- Opening Delimiter -
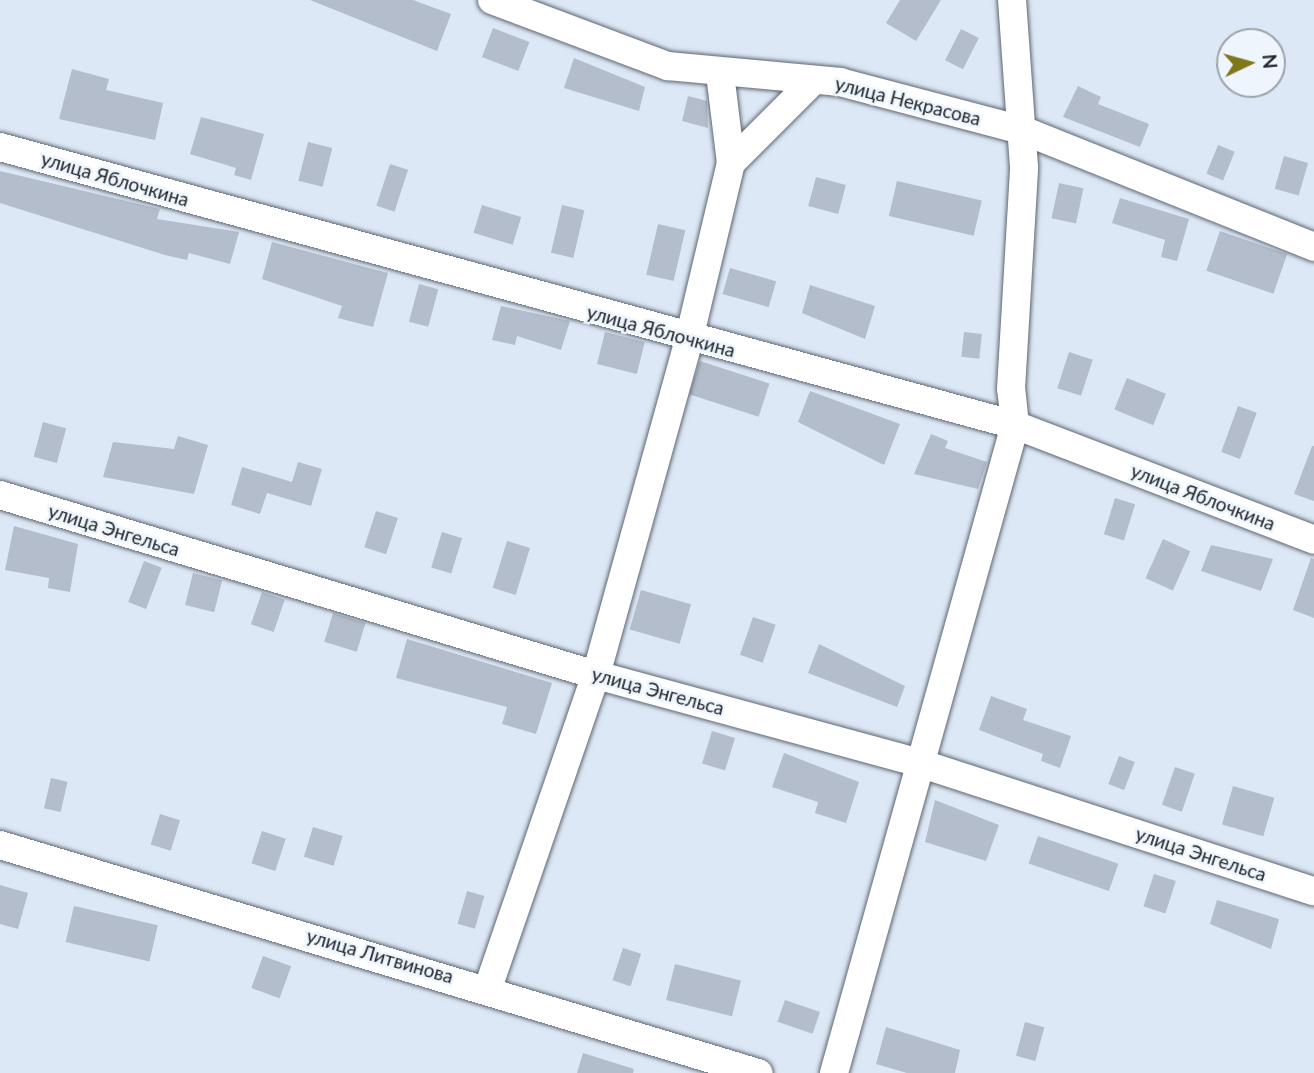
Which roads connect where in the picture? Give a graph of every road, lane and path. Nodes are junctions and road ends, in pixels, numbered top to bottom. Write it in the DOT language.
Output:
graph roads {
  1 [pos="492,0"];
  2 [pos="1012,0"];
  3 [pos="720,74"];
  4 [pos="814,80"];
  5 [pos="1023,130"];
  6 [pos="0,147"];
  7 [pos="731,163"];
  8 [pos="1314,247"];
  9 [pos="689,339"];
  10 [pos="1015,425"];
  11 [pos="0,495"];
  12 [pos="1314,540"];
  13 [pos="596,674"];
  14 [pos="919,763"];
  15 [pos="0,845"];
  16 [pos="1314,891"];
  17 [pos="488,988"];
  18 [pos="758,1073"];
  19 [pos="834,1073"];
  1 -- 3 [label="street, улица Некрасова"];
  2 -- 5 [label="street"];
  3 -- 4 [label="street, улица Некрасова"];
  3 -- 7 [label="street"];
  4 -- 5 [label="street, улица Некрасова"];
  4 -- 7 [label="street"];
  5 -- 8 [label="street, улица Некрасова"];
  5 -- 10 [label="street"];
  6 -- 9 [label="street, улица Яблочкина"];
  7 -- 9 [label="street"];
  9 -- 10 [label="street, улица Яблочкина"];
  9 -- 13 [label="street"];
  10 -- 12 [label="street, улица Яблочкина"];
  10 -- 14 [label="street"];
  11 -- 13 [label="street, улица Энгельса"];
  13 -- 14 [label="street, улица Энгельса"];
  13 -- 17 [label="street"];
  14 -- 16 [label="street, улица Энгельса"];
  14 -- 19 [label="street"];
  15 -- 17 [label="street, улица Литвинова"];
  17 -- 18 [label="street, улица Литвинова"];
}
- Closing Delimiter -
WORK TO COMPLETE:
Wherever the string "Литвинова" appears in a line of the records, copy that line.

RESULT:
  15 -- 17 [label="street, улица Литвинова"];
  17 -- 18 [label="street, улица Литвинова"];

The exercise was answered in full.